→ What is needed
Don't include any picture when you restate the data word for word.

Collected data
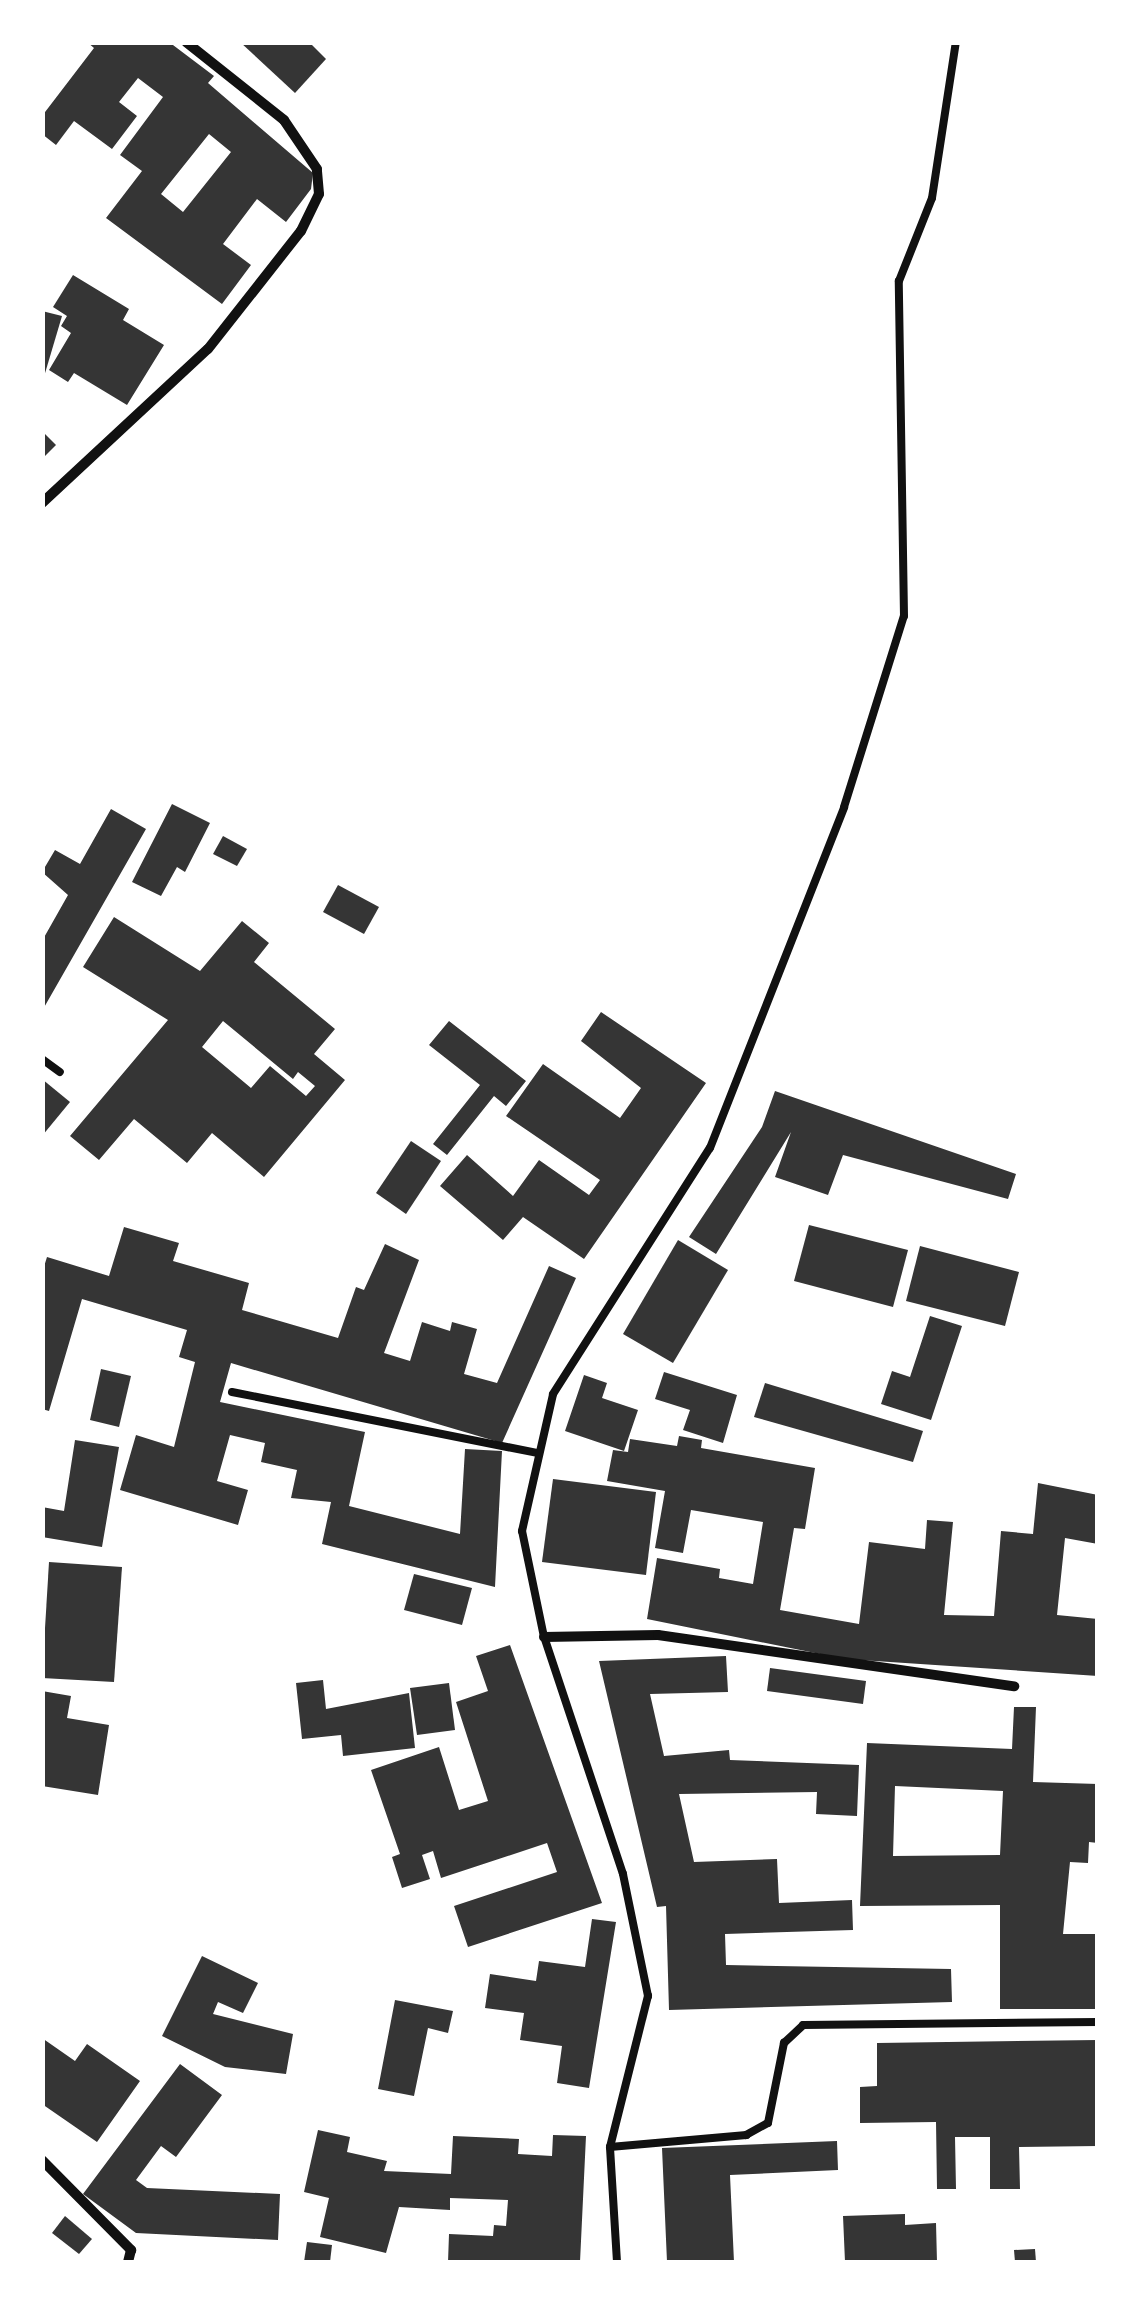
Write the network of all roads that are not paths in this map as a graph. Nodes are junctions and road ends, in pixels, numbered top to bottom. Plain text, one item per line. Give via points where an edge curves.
1 (186, 42) edge
2 (956, 42) edge
3 (42, 503) edge
4 (42, 1059) edge
5 (60, 1072) dead end
6 (232, 1392) dead end
7 (537, 1454) junction
8 (544, 1636) junction
9 (1014, 1686) dead end
10 (1098, 2022) edge
11 (610, 2148) junction
12 (42, 2160) edge
13 (128, 2262) edge
14 (616, 2262) edge

1 - 3 street via 284,120 317,168 319,194 302,231 208,349
2 - 7 lane via 932,198 899,281 904,616 844,807 710,1148 554,1394
4 - 5 lane
6 - 7 lane
7 - 8 lane via 522,1531
8 - 9 street via 658,1635
8 - 11 lane via 623,1874 648,1996
10 - 11 lane via 803,2025 784,2043 768,2123 746,2135
11 - 14 lane
12 - 13 street via 130,2250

→ Answer to this problem
Write the network of all roads that are not paths in this map as a graph. Nodes are junctions and road ends, in pixels, numbered top to bottom. Plain text, one item per line. Give via points where an edge curves.
1 (186, 42) edge
2 (956, 42) edge
3 (42, 503) edge
4 (42, 1059) edge
5 (60, 1072) dead end
6 (232, 1392) dead end
7 (537, 1454) junction
8 (544, 1636) junction
9 (1014, 1686) dead end
10 (1098, 2022) edge
11 (610, 2148) junction
12 (42, 2160) edge
13 (128, 2262) edge
14 (616, 2262) edge

1 - 3 street via 284,120 317,168 319,194 302,231 208,349
2 - 7 lane via 932,198 899,281 904,616 844,807 710,1148 554,1394
4 - 5 lane
6 - 7 lane
7 - 8 lane via 522,1531
8 - 9 street via 658,1635
8 - 11 lane via 623,1874 648,1996
10 - 11 lane via 803,2025 784,2043 768,2123 746,2135
11 - 14 lane
12 - 13 street via 130,2250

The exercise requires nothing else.